» **TASK TO COMPLETE**: Print each entry again exactly as written, and keep the pictures out.

» **DATA RECORDS**:
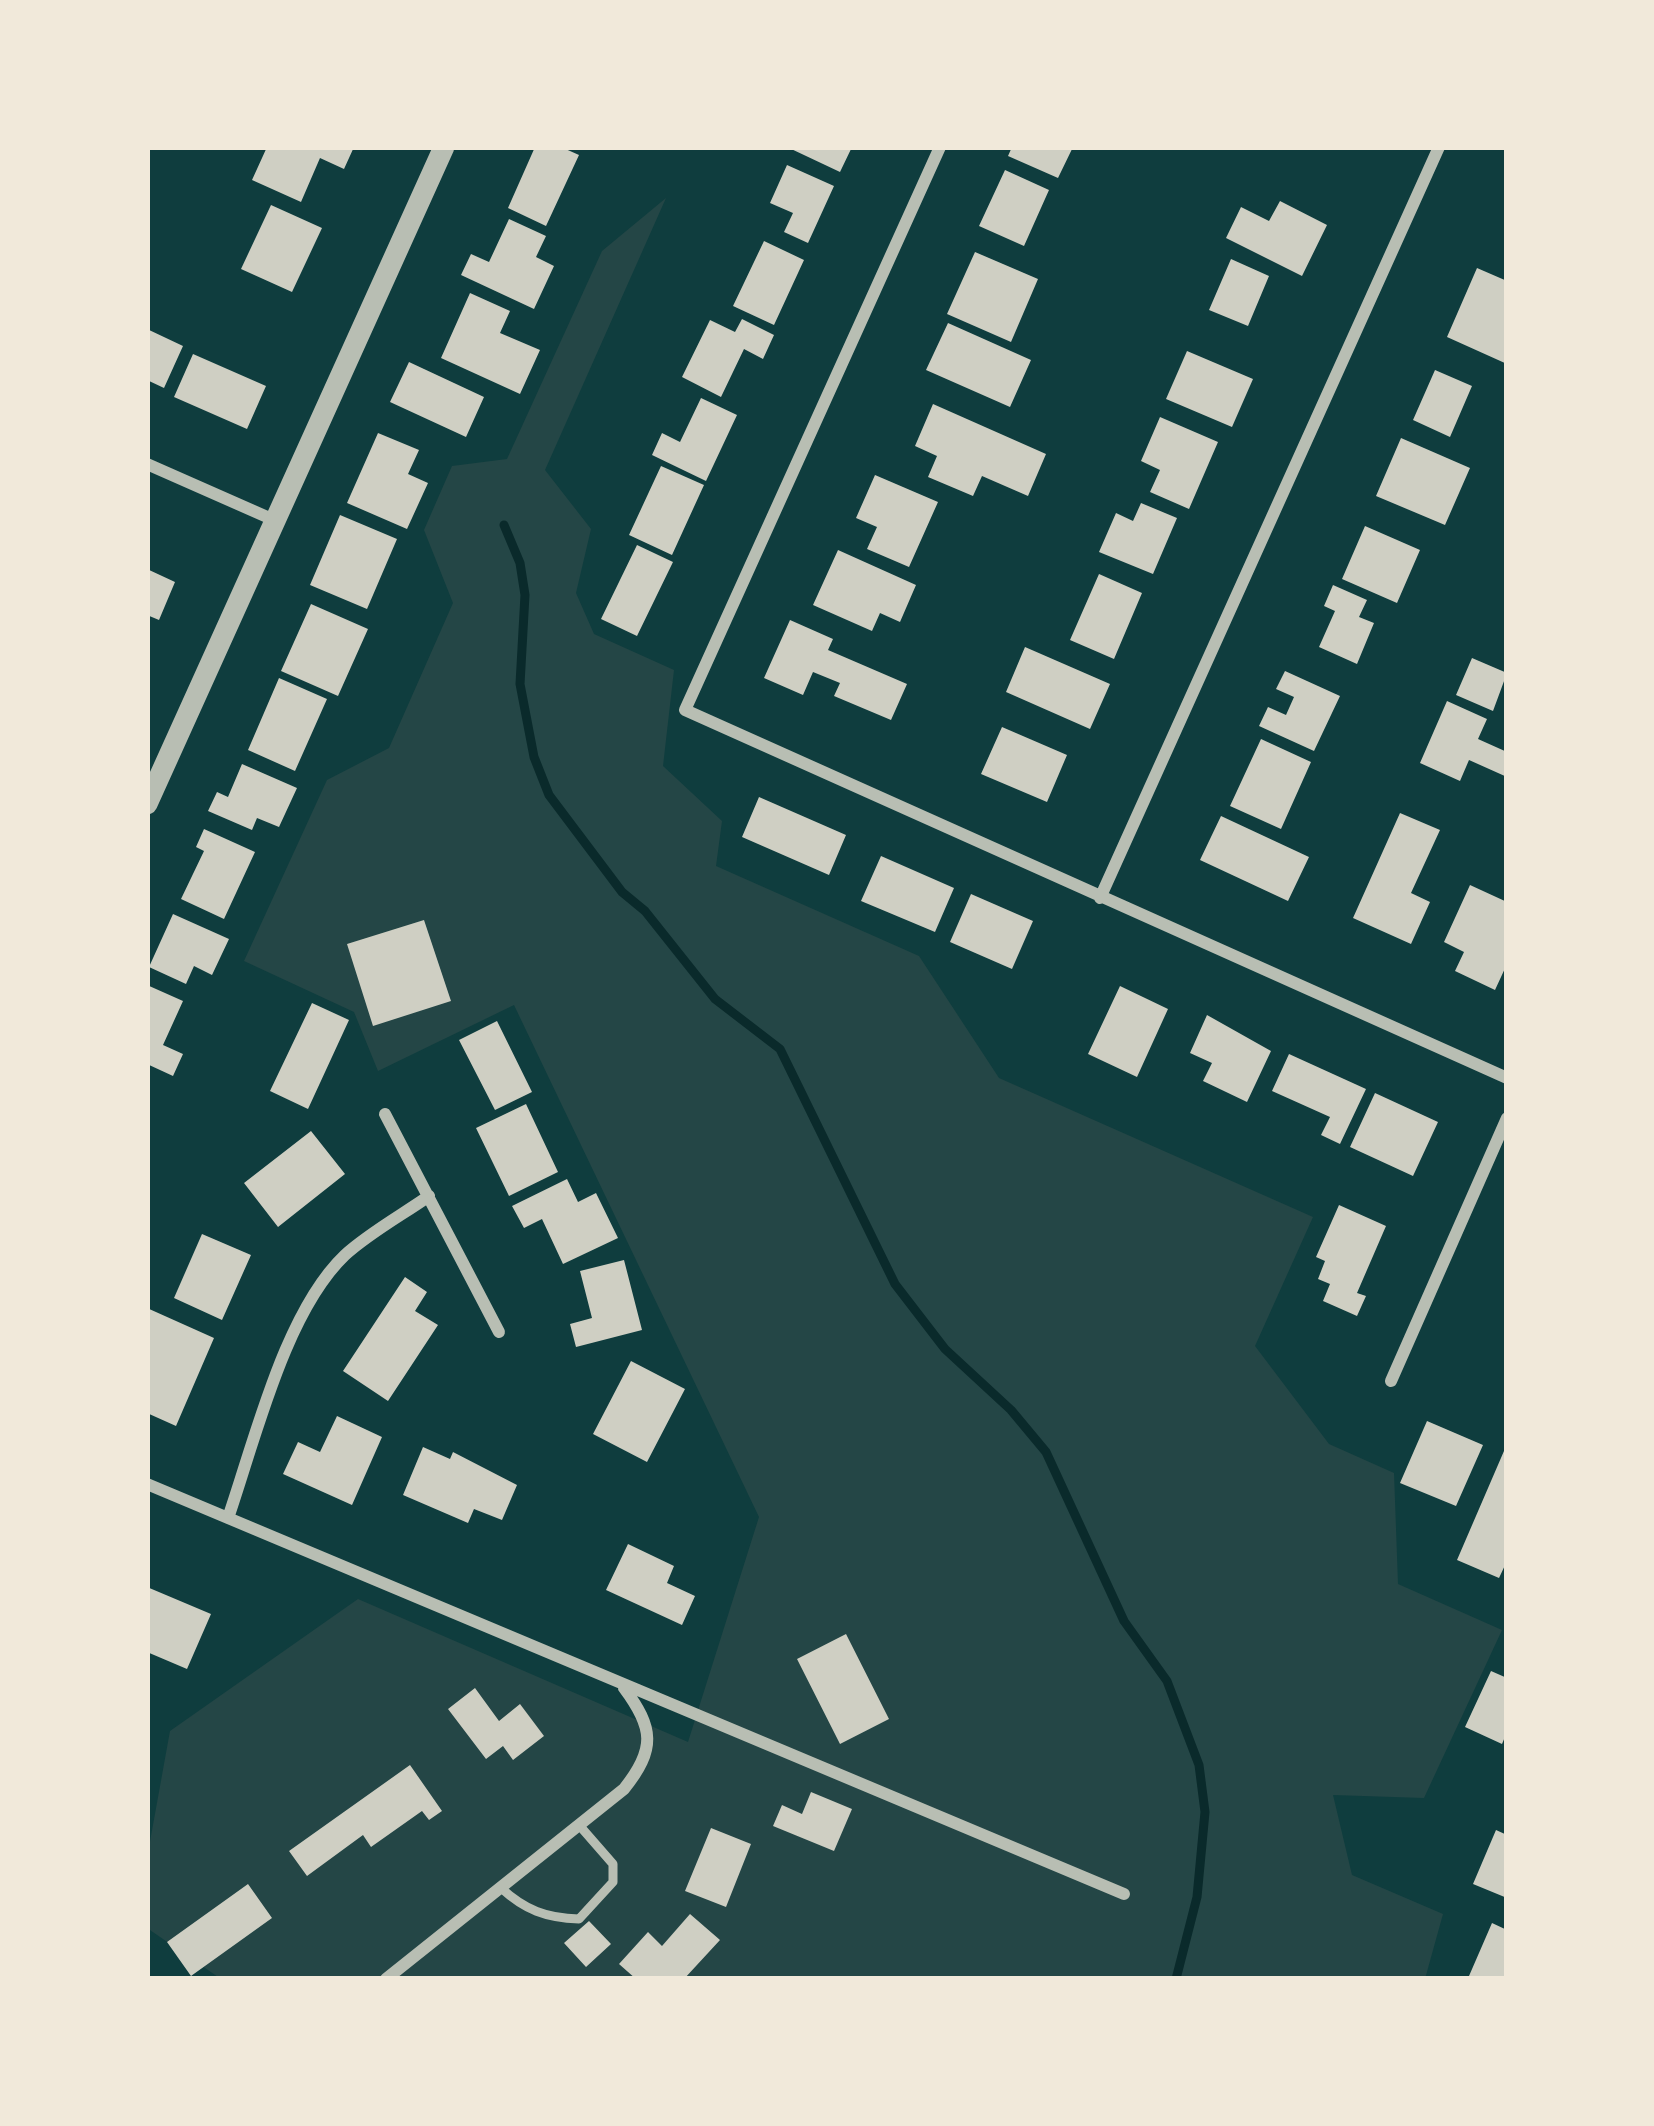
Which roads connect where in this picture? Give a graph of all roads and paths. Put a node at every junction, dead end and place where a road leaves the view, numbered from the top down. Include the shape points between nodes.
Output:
1 (444, 147) edge
2 (940, 147) edge
3 (1438, 147) edge
4 (147, 464) edge
5 (274, 520) junction
6 (147, 804) edge
7 (1100, 898) junction
8 (1507, 1078) edge
9 (385, 1114) dead end
10 (1507, 1118) edge
11 (429, 1196) junction
12 (499, 1332) dead end
13 (1391, 1381) dead end
14 (147, 1484) edge
15 (228, 1518) junction
16 (623, 1687) junction
17 (579, 1825) junction
18 (500, 1888) junction
19 (1124, 1894) dead end
20 (386, 1979) edge

1 - 5 street
2 - 7 street via 685,710
3 - 7 street
4 - 5 street
5 - 6 street
7 - 8 street
9 - 11 street
10 - 13 street
11 - 12 street
11 - 15 street via 344,1256 315,1298 287,1350
14 - 15 street
15 - 16 street
16 - 17 street via 645,1716 648,1754 624,1789
16 - 19 street
17 - 18 street
17 - 18 lane via 613,1864 613,1882 579,1919 549,1918
18 - 20 street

» **EXERCISE RESULT**:
Which roads connect where in this picture? Give a graph of all roads and paths. Put a node at every junction, dead end and place where a road leaves the view, numbered from the top down. Include the shape points between nodes.
Output:
1 (444, 147) edge
2 (940, 147) edge
3 (1438, 147) edge
4 (147, 464) edge
5 (274, 520) junction
6 (147, 804) edge
7 (1100, 898) junction
8 (1507, 1078) edge
9 (385, 1114) dead end
10 (1507, 1118) edge
11 (429, 1196) junction
12 (499, 1332) dead end
13 (1391, 1381) dead end
14 (147, 1484) edge
15 (228, 1518) junction
16 (623, 1687) junction
17 (579, 1825) junction
18 (500, 1888) junction
19 (1124, 1894) dead end
20 (386, 1979) edge

1 - 5 street
2 - 7 street via 685,710
3 - 7 street
4 - 5 street
5 - 6 street
7 - 8 street
9 - 11 street
10 - 13 street
11 - 12 street
11 - 15 street via 344,1256 315,1298 287,1350
14 - 15 street
15 - 16 street
16 - 17 street via 645,1716 648,1754 624,1789
16 - 19 street
17 - 18 street
17 - 18 lane via 613,1864 613,1882 579,1919 549,1918
18 - 20 street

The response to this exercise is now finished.